Inniu
- Type: Newspaper
- Format: Tabloid
- Editor: Ciarán Ó Nualláin (1943–79) Tarlach Ó hUid(1979–1984)
- Founded: 1943
- Ceased publication: 1984
- Language: Irish
- Headquarters: Merrion Square, Dublin 2.

= Inniu =

Irish-language Irish newspaper

Inniu (Irish: Today) was an Irish-language newspaper, published in Dublin, Ireland, from 17 March 1943 until 24 August 1984 when it was merged with the Galway-based publication Amárach to form a new weekly newspaper Anois, which started in September 1984.

==History==
Initially the paper was a monthly publication but in April 1945 it changed to a weekly paper. The paper had offices on Merrion Square in Dublin and later in O'Connell Street.

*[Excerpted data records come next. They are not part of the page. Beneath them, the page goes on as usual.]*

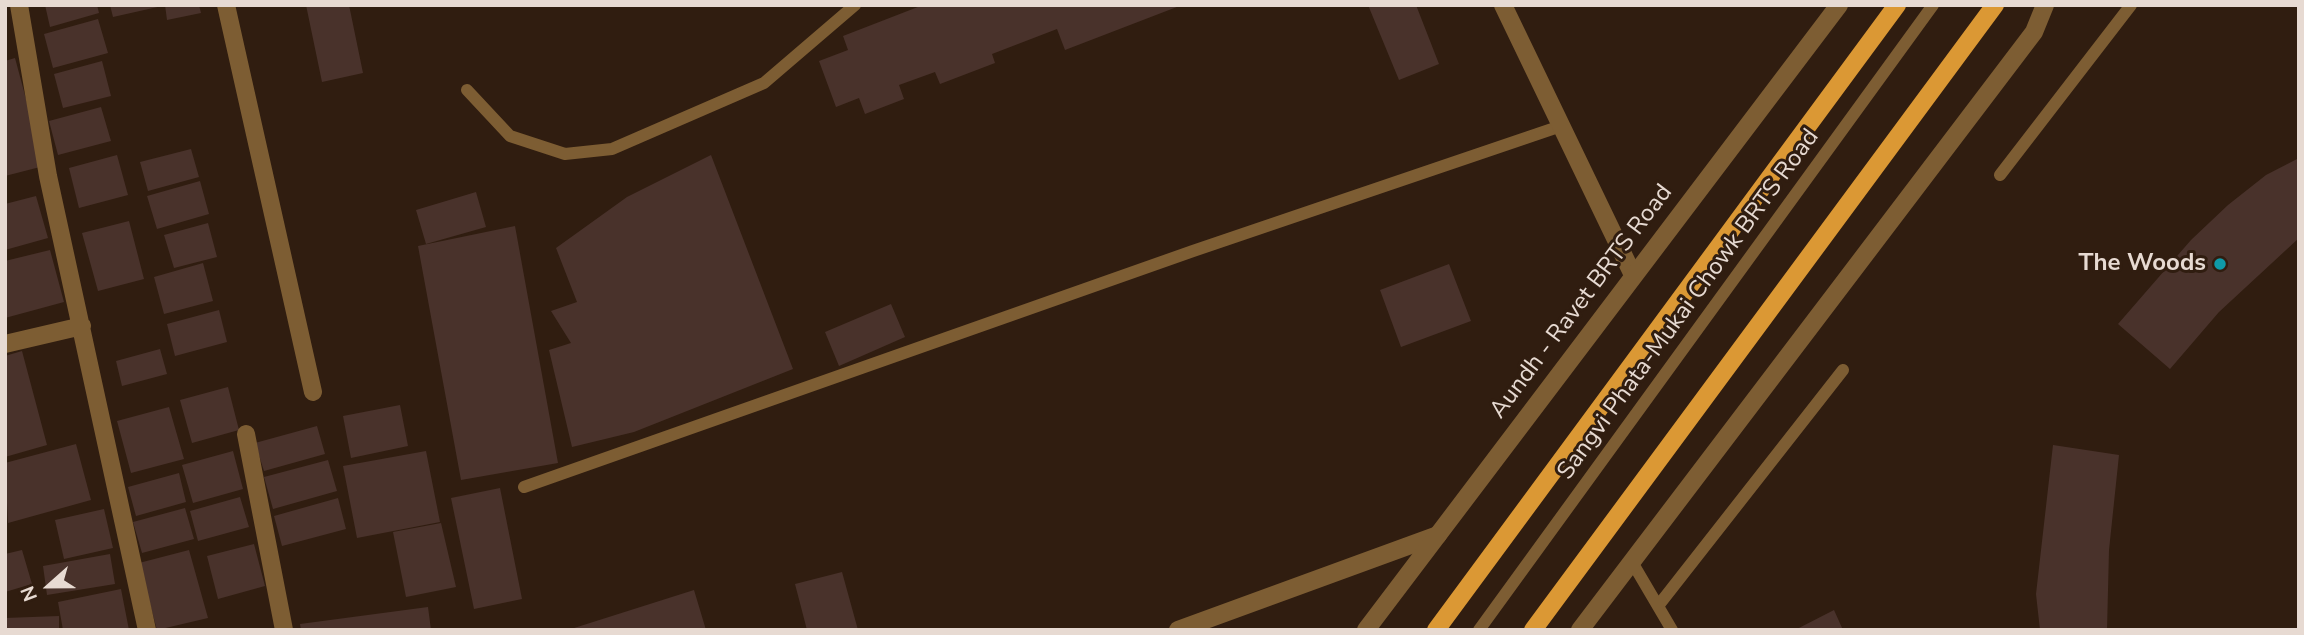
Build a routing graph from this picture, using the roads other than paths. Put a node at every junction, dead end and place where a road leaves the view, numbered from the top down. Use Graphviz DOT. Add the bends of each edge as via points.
graph roads {
  1 [pos="19,5"];
  2 [pos="226,5"];
  3 [pos="855,5"];
  4 [pos="1503,5"];
  5 [pos="1839,5"];
  6 [pos="1897,5"];
  7 [pos="1933,5"];
  8 [pos="1995,5"];
  9 [pos="2045,5"];
  10 [pos="2131,5"];
  11 [pos="467,90"];
  12 [pos="1561,126"];
  13 [pos="2000,175"];
  14 [pos="1633,275"];
  15 [pos="82,326"];
  16 [pos="5,344"];
  17 [pos="1843,370"];
  18 [pos="313,393"];
  19 [pos="246,434"];
  20 [pos="524,487"];
  21 [pos="1438,535"];
  22 [pos="1632,562"];
  23 [pos="1658,606"];
  24 [pos="147,630"];
  25 [pos="284,630"];
  26 [pos="1178,630"];
  27 [pos="1366,630"];
  28 [pos="1436,630"];
  29 [pos="1479,630"];
  30 [pos="1533,630"];
  31 [pos="1580,630"];
  32 [pos="1672,630"];
  1 -- 15 [label="street" via="48,176"];
  2 -- 18 [label="street"];
  3 -- 11 [label="lane" via="765,83 612,149 565,154 510,136"];
  4 -- 12 [label="street"];
  5 -- 14 [label="street, Aundh - Ravet BRTS Road"];
  6 -- 28 [label="main road"];
  7 -- 29 [label="lane, Sangvi Phata-Mukai Chowk BRTS Road"];
  8 -- 30 [label="main road"];
  9 -- 22 [label="street" via="2034,32"];
  10 -- 13 [label="lane"];
  12 -- 14 [label="street"];
  12 -- 20 [label="lane"];
  14 -- 21 [label="street, Aundh - Ravet BRTS Road"];
  15 -- 16 [label="street"];
  15 -- 24 [label="street"];
  17 -- 23 [label="lane"];
  19 -- 25 [label="street"];
  21 -- 26 [label="street"];
  21 -- 27 [label="street, Aundh - Ravet BRTS Road"];
  22 -- 23 [label="lane"];
  22 -- 31 [label="street"];
  23 -- 32 [label="lane"];
}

The paper was founded by Ciarán Ó Nualláin (who had worked for the Irish Independent and was the brother of Flann O'Brien) and Proinsias Mac an Bheatha who were disaffected with Conradh na Gaeilge and had formed a grouping called Glúin na Bua (Ulster spelling: Glún na Buaidhe).

Ciaran Ó Nualláin (1910-1983) remained as editor from its foundation until 1979, when he was succeeded by the assistant editor, Tarlach Ó hUid (1917-1990).

The loss of Irish Government financial support due to rationalisation led to the demise of the paper.